• Your objective:
Every entry below needs to be copied exactly.

• Material shown:
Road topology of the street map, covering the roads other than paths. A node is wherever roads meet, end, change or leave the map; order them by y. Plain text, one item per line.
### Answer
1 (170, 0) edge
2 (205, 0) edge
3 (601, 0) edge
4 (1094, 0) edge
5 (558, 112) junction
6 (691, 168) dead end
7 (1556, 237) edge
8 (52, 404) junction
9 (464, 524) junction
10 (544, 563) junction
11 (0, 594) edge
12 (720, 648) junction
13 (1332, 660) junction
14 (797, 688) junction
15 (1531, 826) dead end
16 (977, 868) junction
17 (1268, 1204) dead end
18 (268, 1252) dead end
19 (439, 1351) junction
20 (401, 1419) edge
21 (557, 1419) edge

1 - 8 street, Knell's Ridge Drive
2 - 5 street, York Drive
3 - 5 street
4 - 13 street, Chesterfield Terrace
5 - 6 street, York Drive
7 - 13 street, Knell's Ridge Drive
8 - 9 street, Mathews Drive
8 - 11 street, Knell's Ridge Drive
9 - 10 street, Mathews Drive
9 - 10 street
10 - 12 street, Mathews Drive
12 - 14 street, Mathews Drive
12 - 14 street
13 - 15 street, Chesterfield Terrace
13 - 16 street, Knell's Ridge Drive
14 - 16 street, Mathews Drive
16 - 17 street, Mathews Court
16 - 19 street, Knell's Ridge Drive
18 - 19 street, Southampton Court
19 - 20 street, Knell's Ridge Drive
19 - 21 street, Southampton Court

• Answer for the task:
Road topology of the street map, covering the roads other than paths. A node is wherever roads meet, end, change or leave the map; order them by y. Plain text, one item per line.
### Answer
1 (170, 0) edge
2 (205, 0) edge
3 (601, 0) edge
4 (1094, 0) edge
5 (558, 112) junction
6 (691, 168) dead end
7 (1556, 237) edge
8 (52, 404) junction
9 (464, 524) junction
10 (544, 563) junction
11 (0, 594) edge
12 (720, 648) junction
13 (1332, 660) junction
14 (797, 688) junction
15 (1531, 826) dead end
16 (977, 868) junction
17 (1268, 1204) dead end
18 (268, 1252) dead end
19 (439, 1351) junction
20 (401, 1419) edge
21 (557, 1419) edge

1 - 8 street, Knell's Ridge Drive
2 - 5 street, York Drive
3 - 5 street
4 - 13 street, Chesterfield Terrace
5 - 6 street, York Drive
7 - 13 street, Knell's Ridge Drive
8 - 9 street, Mathews Drive
8 - 11 street, Knell's Ridge Drive
9 - 10 street, Mathews Drive
9 - 10 street
10 - 12 street, Mathews Drive
12 - 14 street, Mathews Drive
12 - 14 street
13 - 15 street, Chesterfield Terrace
13 - 16 street, Knell's Ridge Drive
14 - 16 street, Mathews Drive
16 - 17 street, Mathews Court
16 - 19 street, Knell's Ridge Drive
18 - 19 street, Southampton Court
19 - 20 street, Knell's Ridge Drive
19 - 21 street, Southampton Court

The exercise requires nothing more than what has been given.